Return, from the lines below, each one that includes the word "Right".

:: Extracted entries ::

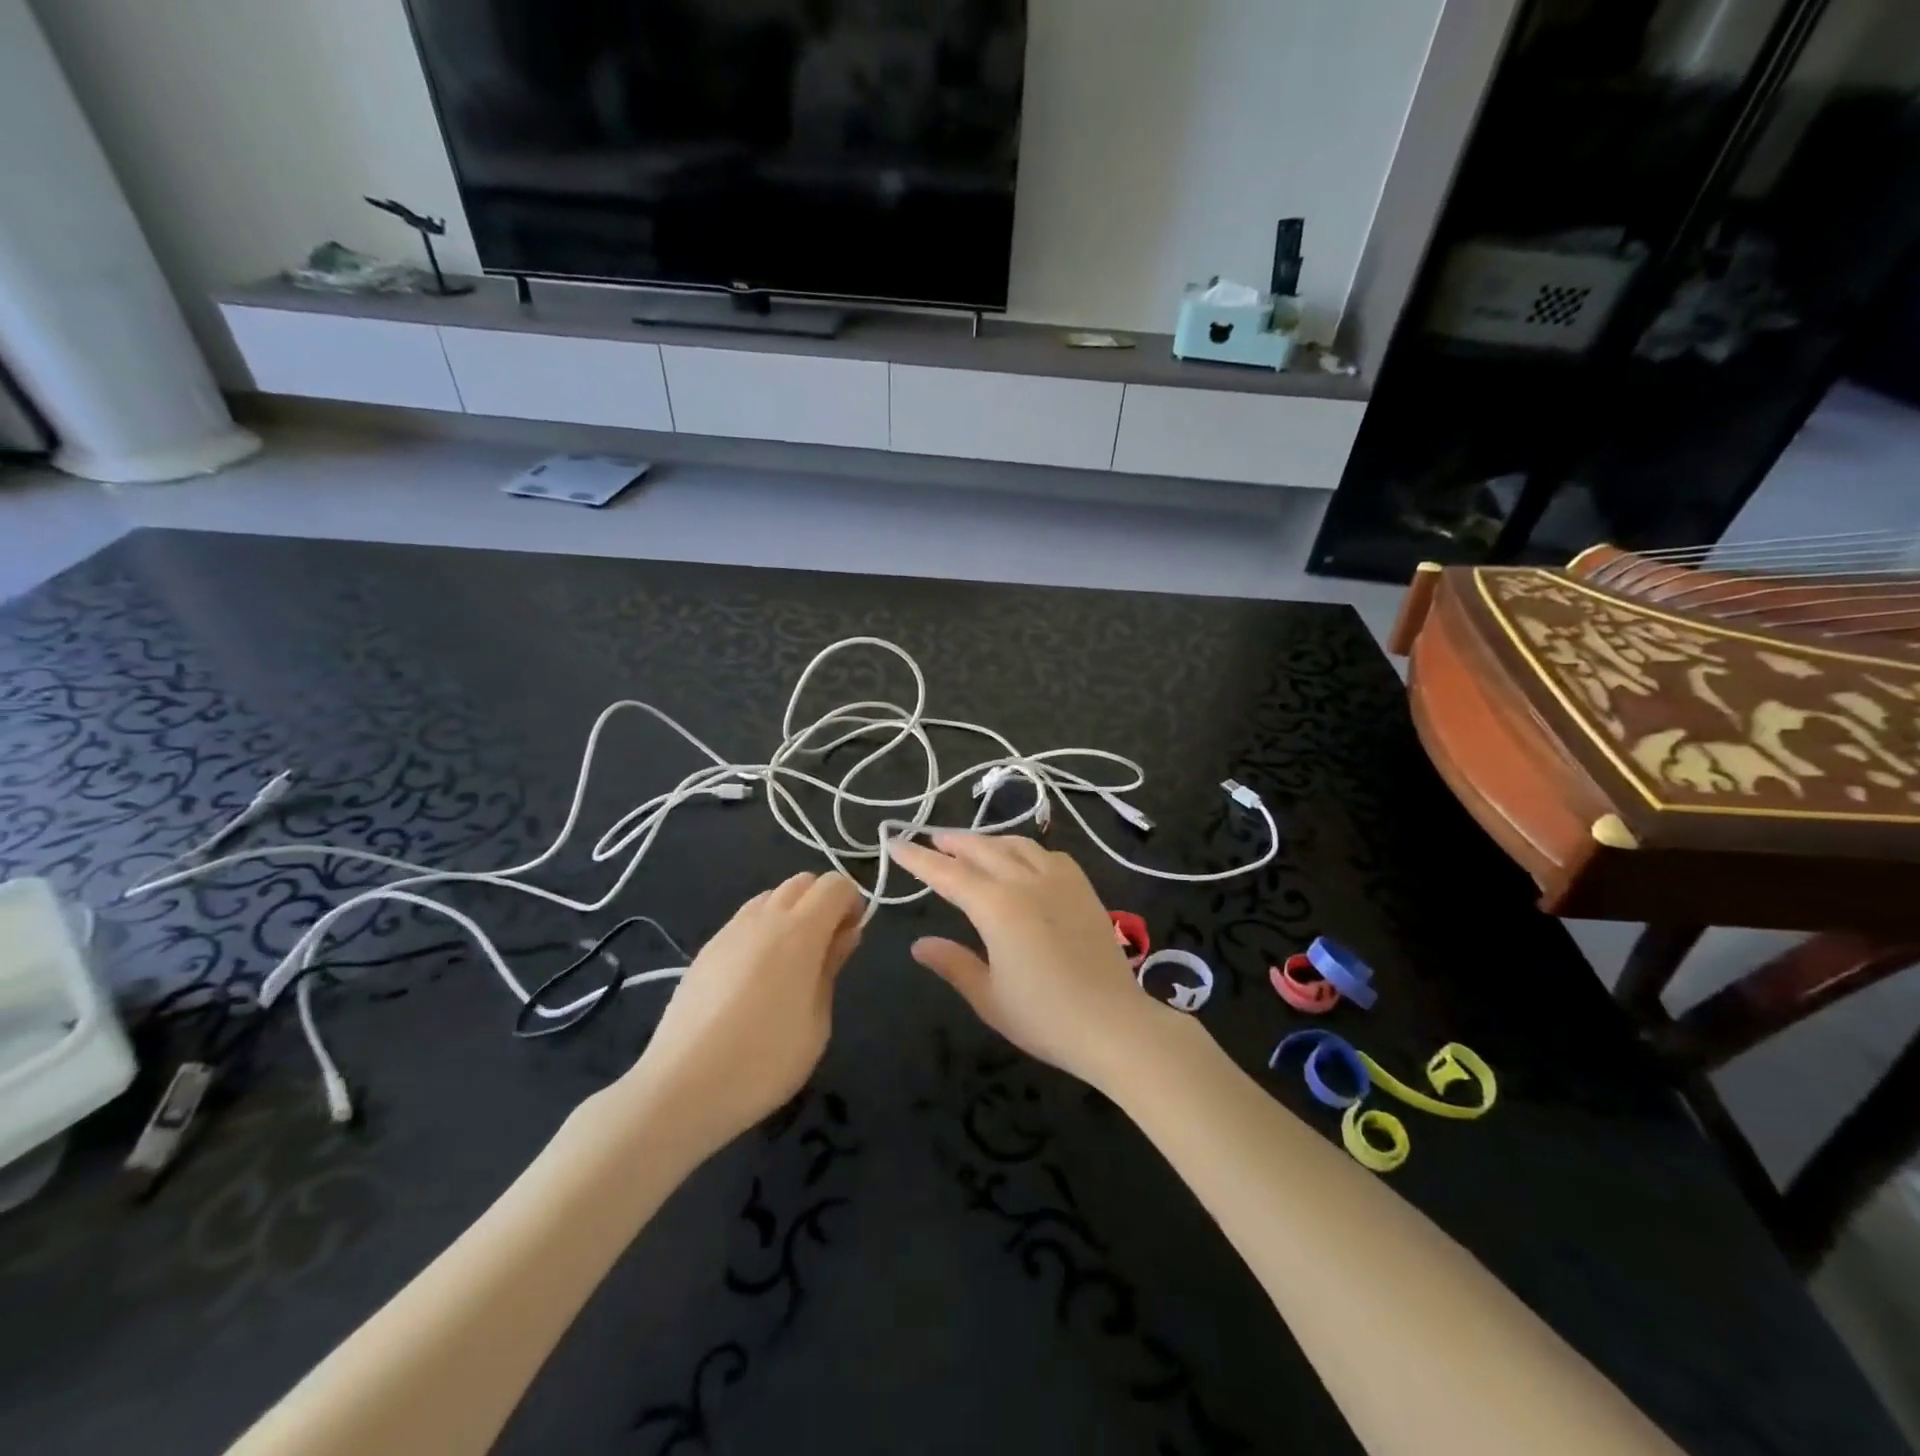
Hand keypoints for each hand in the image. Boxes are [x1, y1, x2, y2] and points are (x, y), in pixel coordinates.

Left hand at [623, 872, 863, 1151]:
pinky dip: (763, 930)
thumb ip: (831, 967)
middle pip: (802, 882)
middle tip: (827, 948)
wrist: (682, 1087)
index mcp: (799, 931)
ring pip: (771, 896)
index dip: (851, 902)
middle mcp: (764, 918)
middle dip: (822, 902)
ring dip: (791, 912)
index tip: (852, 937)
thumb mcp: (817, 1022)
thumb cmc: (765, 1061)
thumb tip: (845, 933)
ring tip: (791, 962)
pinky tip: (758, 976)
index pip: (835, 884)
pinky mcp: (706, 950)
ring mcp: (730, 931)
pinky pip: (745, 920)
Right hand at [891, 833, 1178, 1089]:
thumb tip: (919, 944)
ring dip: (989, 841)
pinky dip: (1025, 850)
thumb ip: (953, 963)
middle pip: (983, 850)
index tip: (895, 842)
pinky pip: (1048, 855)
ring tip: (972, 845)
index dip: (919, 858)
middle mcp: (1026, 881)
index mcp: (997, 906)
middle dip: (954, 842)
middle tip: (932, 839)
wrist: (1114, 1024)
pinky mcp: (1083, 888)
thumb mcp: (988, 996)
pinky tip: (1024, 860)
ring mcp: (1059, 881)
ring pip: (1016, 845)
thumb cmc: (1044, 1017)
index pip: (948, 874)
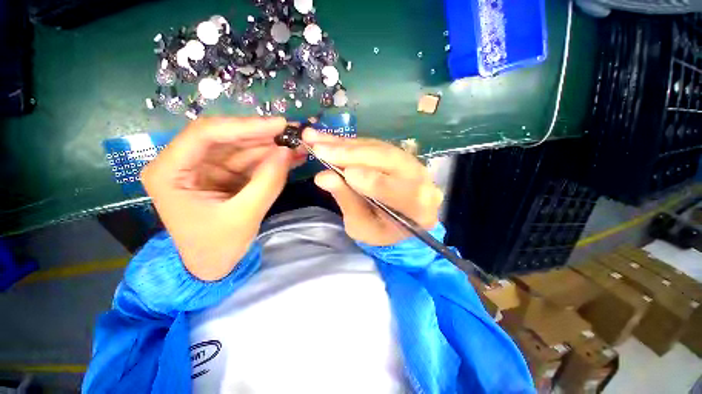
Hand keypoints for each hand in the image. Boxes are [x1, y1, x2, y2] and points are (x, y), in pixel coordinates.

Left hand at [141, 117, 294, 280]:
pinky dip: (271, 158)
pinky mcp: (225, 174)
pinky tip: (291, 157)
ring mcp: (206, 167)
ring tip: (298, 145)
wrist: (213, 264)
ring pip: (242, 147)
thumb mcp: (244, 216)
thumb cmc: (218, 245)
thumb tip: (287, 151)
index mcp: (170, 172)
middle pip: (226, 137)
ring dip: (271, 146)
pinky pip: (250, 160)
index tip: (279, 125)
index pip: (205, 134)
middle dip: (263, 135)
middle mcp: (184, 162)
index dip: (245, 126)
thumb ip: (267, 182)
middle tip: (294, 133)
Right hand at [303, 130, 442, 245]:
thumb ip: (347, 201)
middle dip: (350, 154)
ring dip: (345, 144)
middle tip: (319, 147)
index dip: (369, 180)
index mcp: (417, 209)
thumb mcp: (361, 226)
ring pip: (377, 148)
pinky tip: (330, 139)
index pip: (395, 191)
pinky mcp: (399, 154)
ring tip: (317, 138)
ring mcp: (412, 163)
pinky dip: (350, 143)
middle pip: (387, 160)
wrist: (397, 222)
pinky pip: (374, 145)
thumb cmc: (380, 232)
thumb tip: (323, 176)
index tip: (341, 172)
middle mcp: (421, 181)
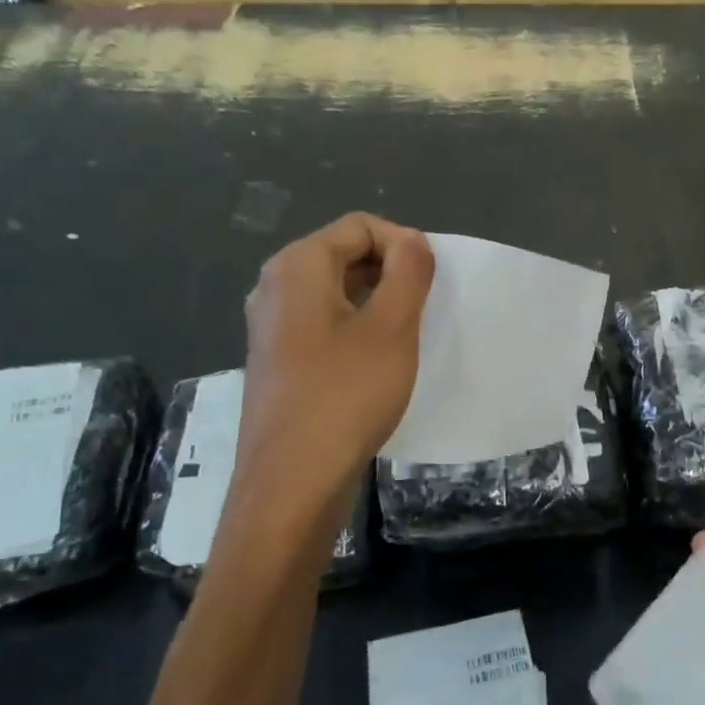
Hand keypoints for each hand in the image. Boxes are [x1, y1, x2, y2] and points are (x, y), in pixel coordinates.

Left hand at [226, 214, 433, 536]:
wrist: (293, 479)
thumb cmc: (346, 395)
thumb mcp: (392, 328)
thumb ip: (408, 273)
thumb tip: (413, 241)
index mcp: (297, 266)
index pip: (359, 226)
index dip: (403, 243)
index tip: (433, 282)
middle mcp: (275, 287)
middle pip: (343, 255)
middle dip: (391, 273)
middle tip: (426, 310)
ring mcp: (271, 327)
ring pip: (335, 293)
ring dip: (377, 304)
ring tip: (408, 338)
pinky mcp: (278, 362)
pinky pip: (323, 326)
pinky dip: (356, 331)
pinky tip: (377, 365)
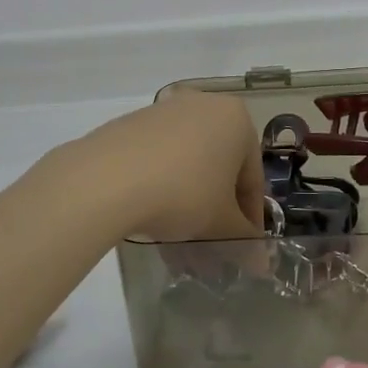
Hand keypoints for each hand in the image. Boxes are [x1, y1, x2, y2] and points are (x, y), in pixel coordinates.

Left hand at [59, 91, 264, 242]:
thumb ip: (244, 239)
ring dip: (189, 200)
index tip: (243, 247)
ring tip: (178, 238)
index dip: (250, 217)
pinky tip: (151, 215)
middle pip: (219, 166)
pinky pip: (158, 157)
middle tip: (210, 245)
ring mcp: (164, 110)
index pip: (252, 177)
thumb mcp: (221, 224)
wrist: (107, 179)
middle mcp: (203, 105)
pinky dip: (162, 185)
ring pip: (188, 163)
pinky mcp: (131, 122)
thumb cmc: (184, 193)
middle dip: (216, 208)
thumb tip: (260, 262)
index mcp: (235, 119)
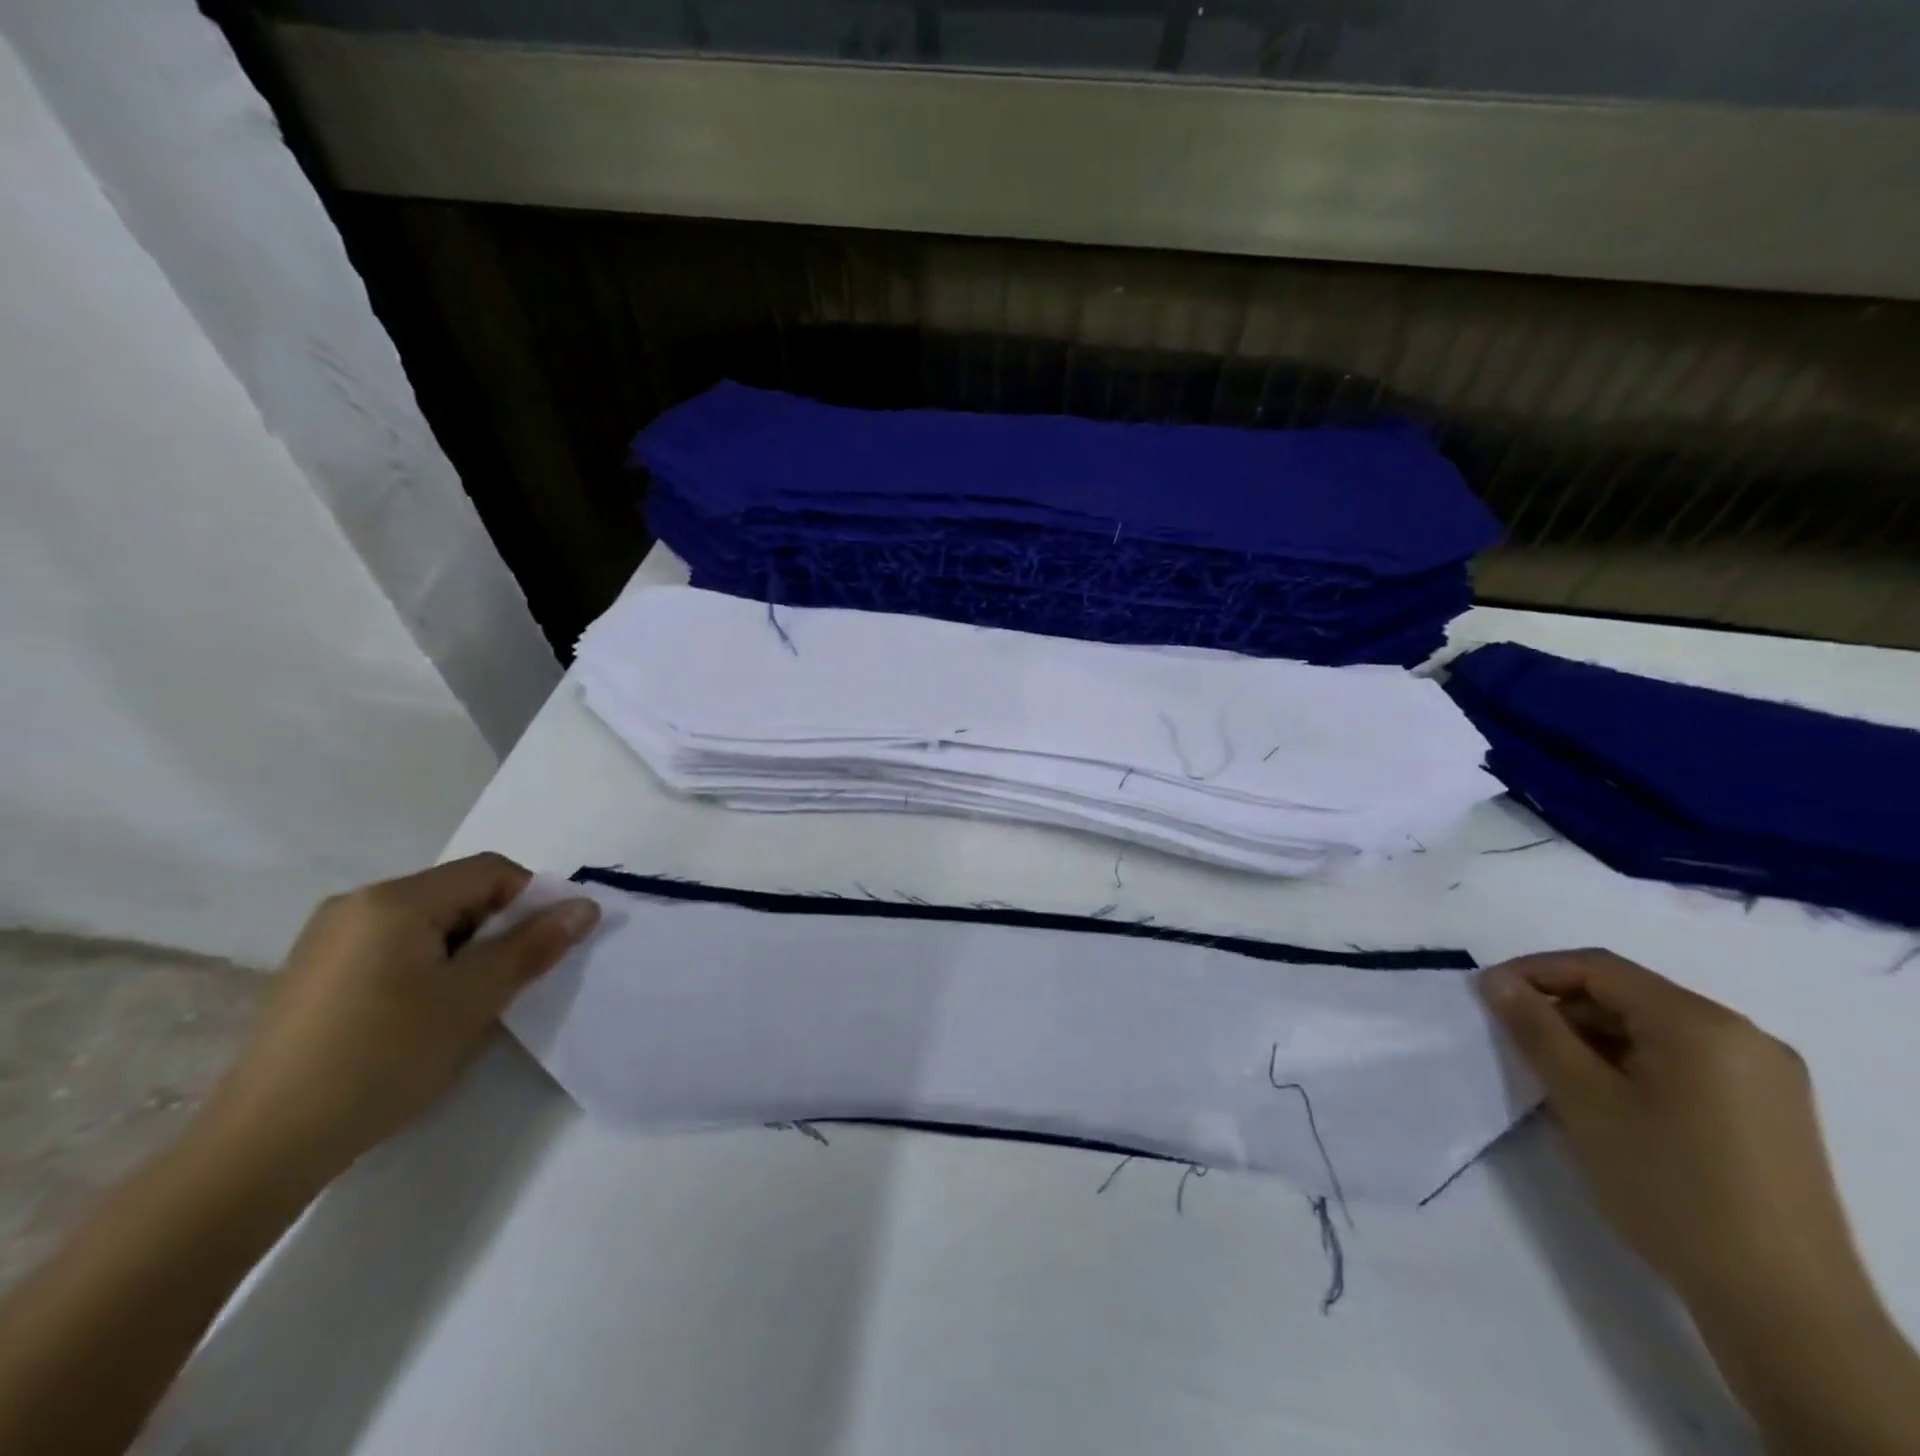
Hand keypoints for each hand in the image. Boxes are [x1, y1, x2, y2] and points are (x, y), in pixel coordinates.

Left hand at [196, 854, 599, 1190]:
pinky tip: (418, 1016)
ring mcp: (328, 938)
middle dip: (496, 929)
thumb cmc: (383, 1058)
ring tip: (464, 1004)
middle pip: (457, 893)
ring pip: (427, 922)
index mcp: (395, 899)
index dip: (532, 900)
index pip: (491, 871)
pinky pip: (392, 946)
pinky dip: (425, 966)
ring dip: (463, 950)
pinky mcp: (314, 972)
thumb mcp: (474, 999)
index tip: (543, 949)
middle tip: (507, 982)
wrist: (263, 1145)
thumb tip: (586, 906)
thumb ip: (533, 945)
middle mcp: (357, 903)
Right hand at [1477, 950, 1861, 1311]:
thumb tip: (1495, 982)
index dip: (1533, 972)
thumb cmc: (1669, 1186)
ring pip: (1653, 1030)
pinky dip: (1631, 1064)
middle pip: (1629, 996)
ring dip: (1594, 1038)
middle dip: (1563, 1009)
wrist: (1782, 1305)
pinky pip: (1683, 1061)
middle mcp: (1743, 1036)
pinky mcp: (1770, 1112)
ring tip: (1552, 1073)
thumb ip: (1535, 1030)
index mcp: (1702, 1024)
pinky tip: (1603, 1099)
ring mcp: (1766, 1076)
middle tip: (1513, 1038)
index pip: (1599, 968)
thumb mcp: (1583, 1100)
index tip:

:::

## [Solution for this task]
Right hand at [891, 833, 1178, 1089]:
Right hand at [303, 130, 442, 245]:
Right hand at [1477, 950, 1861, 1311]:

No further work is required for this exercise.